The Physicians Committee for Responsible Medicine (PCRM), a ridiculously misnamed animal rights group, filed a complaint with the USDA yesterday against a Massachusetts hospital that uses pigs in its trauma treatment training. PCRM claims the hospital’s use of pigs violates the federal Animal Welfare Act. But the USDA was having none of it. As a government spokesman made clear, “The use of live animals in the type of training we’re talking about here is not a violation of the Animal Welfare Act.” And a medical center chief pointed out that the pigs are fully anesthetized in compliance with the law’s requirements.
Why do hospitals use pigs for training? For one thing, pigs’ body parts are roughly proportional to those of humans. And compared to computer simulators (which is what PCRM would have doctors use), training on pigs provides more realistic experience for doctors – experience that translates into better surgery performance and outcomes for human patients.
It’s the most realistic option available for medical training.
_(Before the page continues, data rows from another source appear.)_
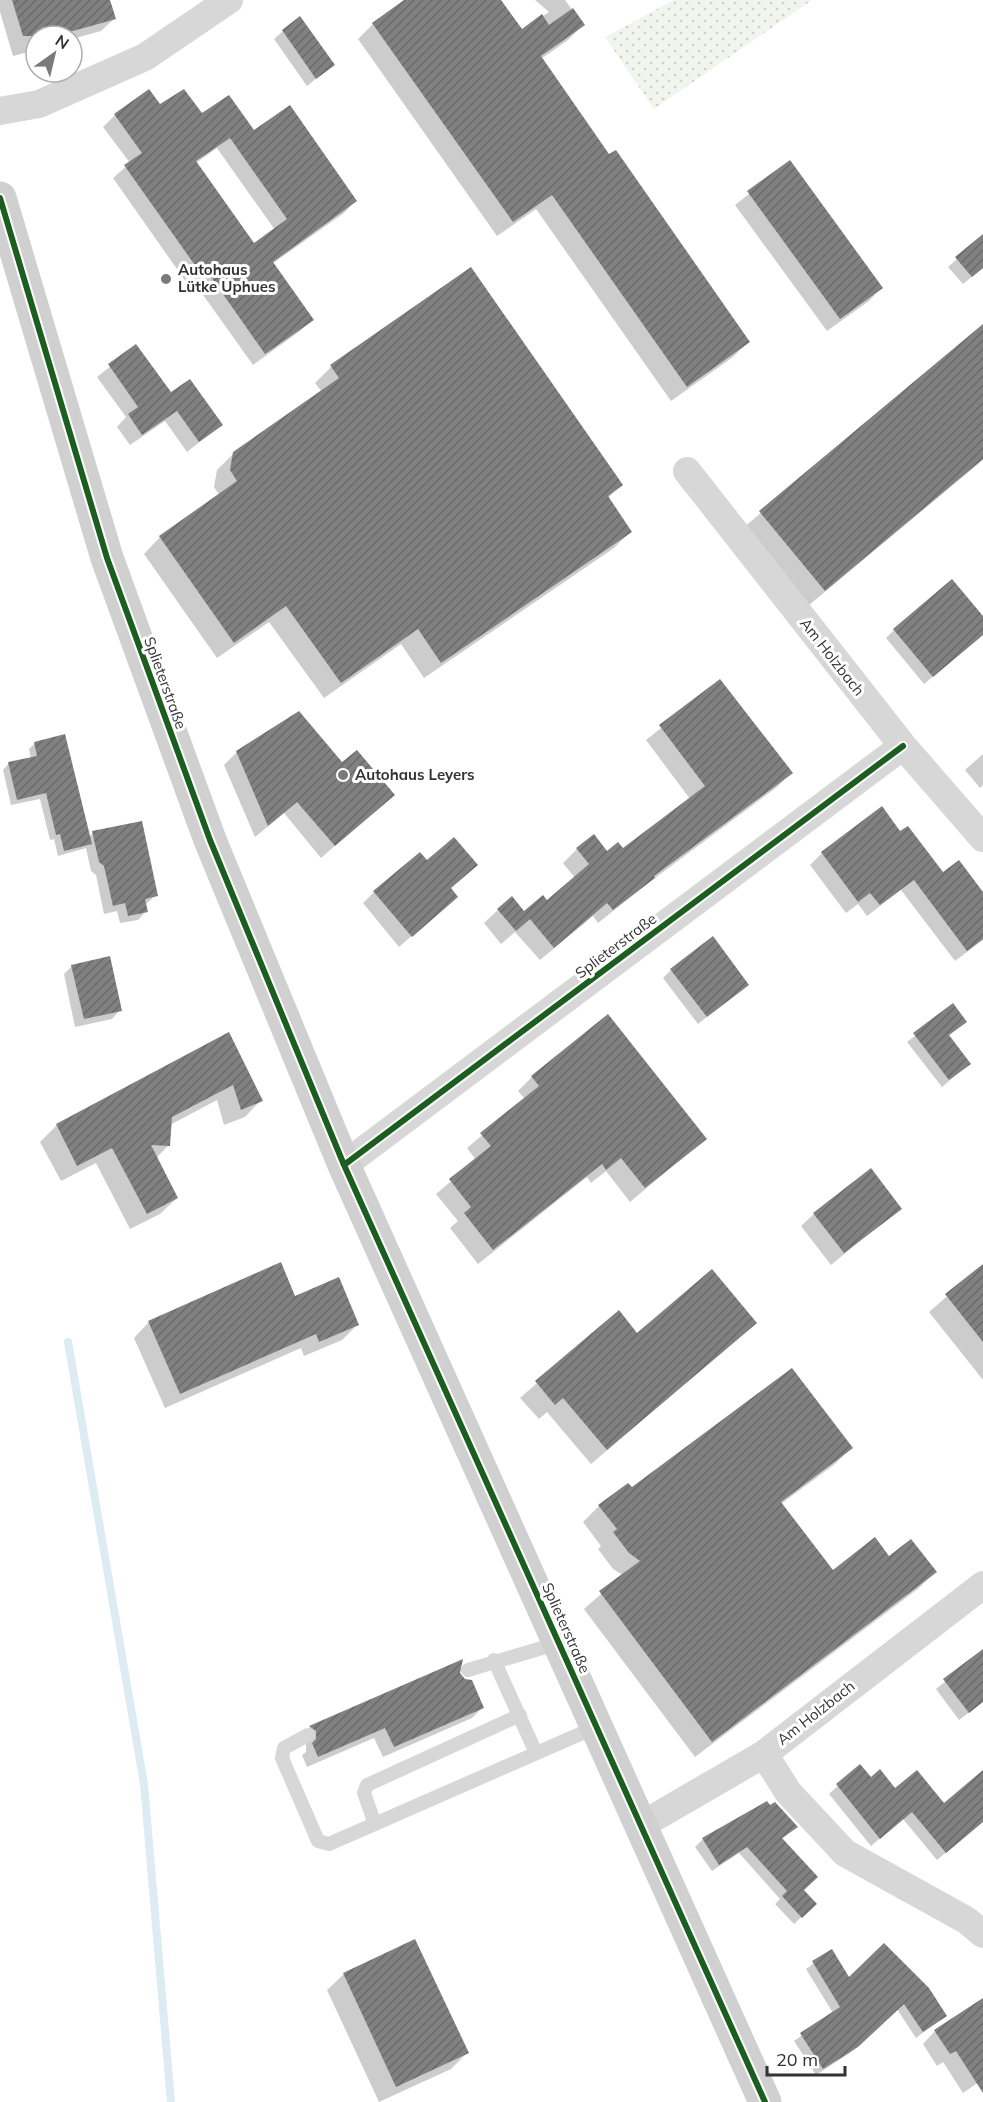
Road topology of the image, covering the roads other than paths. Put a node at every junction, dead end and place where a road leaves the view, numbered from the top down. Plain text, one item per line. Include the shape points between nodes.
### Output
1 (229, 0) edge
2 (0, 111) edge
3 (0, 198) edge
4 (687, 471) dead end
5 (903, 747) junction
6 (983, 838) edge
7 (344, 1165) junction
8 (983, 1585) edge
9 (559, 1643) junction
10 (495, 1660) junction
11 (468, 1670) dead end
12 (520, 1715) junction
13 (596, 1726) junction
14 (308, 1735) dead end
15 (536, 1753) junction
16 (764, 1754) junction
17 (375, 1824) junction
18 (640, 1826) junction
19 (983, 1935) edge
20 (765, 2102) edge

1 - 2 street via 146,57 39,104
3 - 7 street, Splieterstraße via 107,558 210,840
4 - 5 street, Am Holzbach
5 - 6 street, Am Holzbach
5 - 7 street, Splieterstraße
7 - 9 street, Splieterstraße
8 - 16 street, Am Holzbach
9 - 10 lane
9 - 13 street, Splieterstraße
10 - 11 lane
10 - 12 lane
12 - 15 lane
12 - 17 lane via 367,1785 364,1793
13 - 15 lane
13 - 18 street, Splieterstraße
14 - 17 lane via 284,1748 282,1758 318,1841 329,1844
15 - 17 lane
16 - 18 street, Am Holzbach
16 - 19 street via 788,1792 845,1853 966,1920
18 - 20 street, Splieterstraße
But that doesn’t matter to PCRM—or to People for the Ethical Treatment of Animals (PCRM’s intellectual mother-ship), whose useful idiots protested outside of Camp Pendleton in August over the Marine Corps’ use of pigs for trauma training.
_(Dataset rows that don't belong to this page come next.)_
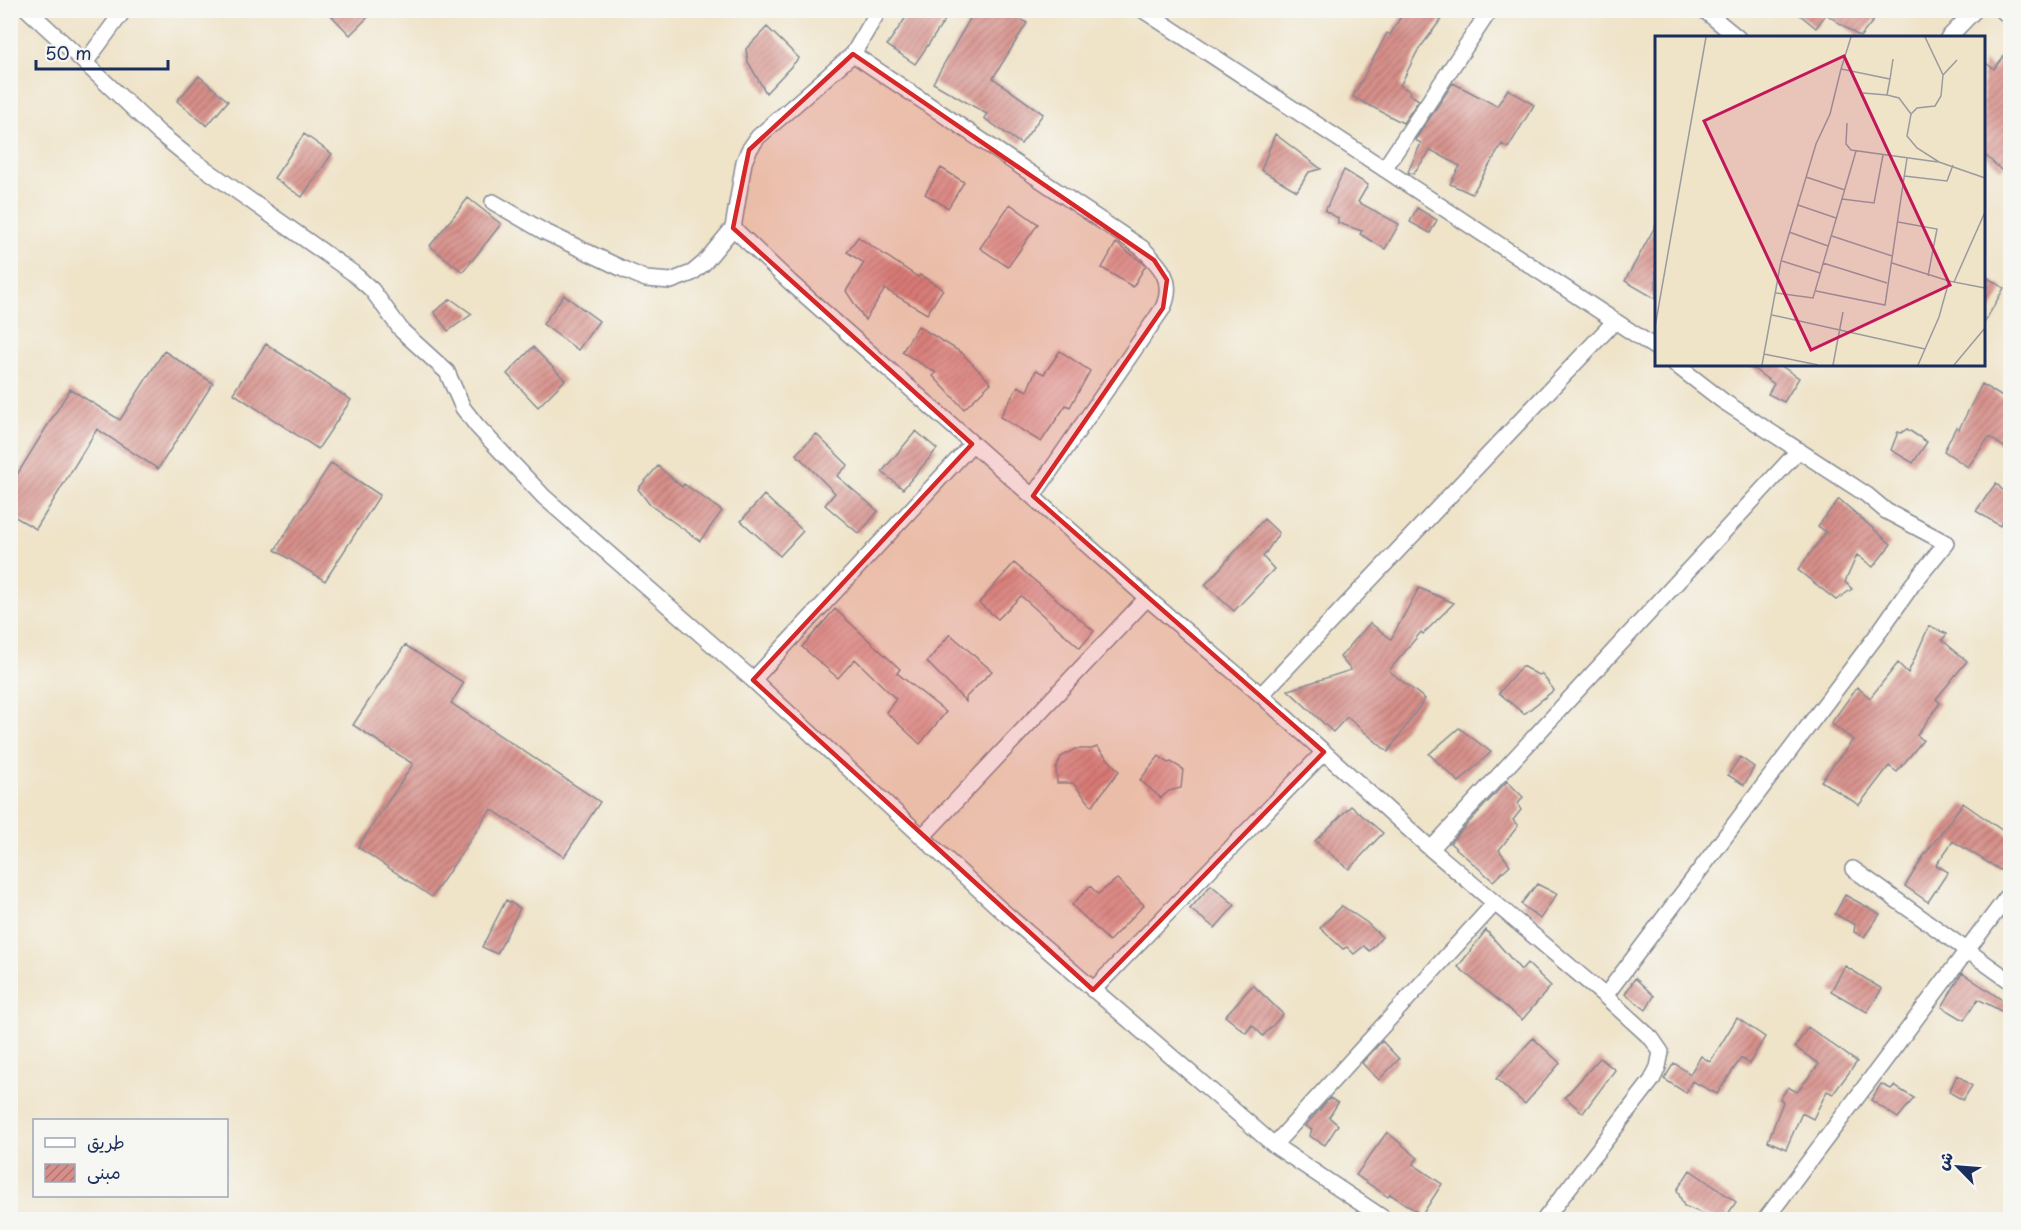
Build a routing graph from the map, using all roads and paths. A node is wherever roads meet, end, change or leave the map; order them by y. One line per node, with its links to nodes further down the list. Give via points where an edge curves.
1 (28, 10): 13 (street)
2 (124, 10): 13 (street)
3 (879, 10): 12 (street)
4 (1143, 10): 14 (street)
5 (1490, 10): 14 (street)
6 (1704, 10): 10 (street)
7 (1975, 10): 11 (street)
8 (2002, 10): 9 (street)
9 (2010, 18)
10 (1736, 36)
11 (1950, 36)
12 (853, 54): 16 (street, via 758,137 749,150); 22 (street, via 1142,248 1167,280 1168,296 1163,308)
13 (86, 63): 24 (street, via 190,158 372,290 402,331 447,372 463,408 477,426 544,497)
14 (1384, 169): 17 (street)
15 (493, 202): 16 (street, via 543,231 646,279 671,281 692,273)
16 (733, 228): 20 (street)
17 (1616, 321): 18 (street); 25 (street)
18 (1655, 347)
19 (1678, 366): 21 (street)
20 (972, 444): 22 (street); 24 (street)
21 (1798, 450): 28 (street); 35 (street, via 1887,511 1946,543)
22 (1033, 496): 23 (street)
23 (1147, 598): 25 (street); 27 (street)
24 (753, 680): 27 (street)
25 (1261, 695): 26 (street)
26 (1324, 752): 28 (street); 34 (street)
27 (921, 837): 34 (street)
28 (1431, 849): 31 (street)
29 (1853, 869): 32 (street)
30 (2010, 893): 32 (street)
31 (1495, 903): 35 (street); 36 (street)
32 (1967, 950): 33 (street); 39 (street)
33 (2010, 981)
34 (1093, 990): 36 (street)
35 (1605, 996): 38 (street, via 1652,1039 1660,1052 1658,1067 1653,1080)
36 (1274, 1145): 37 (street)
37 (1386, 1220)
38 (1544, 1220)
39 (1766, 1220)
Animal research helps save people’s lives. But that fact takes a back seat when animal rights ideologues value the life of Babe over human lives.
Using animal welfare laws to push animal rights agendas is a favorite tactic of the bunny-hugging contingent, both at home and abroad. The Israeli Knesset considered a proposal yesterday to change the name of the country’s “Animal Welfare Act” to the “Animal Rights Act.” The legislative body shot it down, with lawmakers rejecting what one minister called the “unacceptable premise that animals have rights.”
As for our country’s Animal Welfare Act, we expect PCRM and other save-the-chickens groups to keep frivolously abusing it.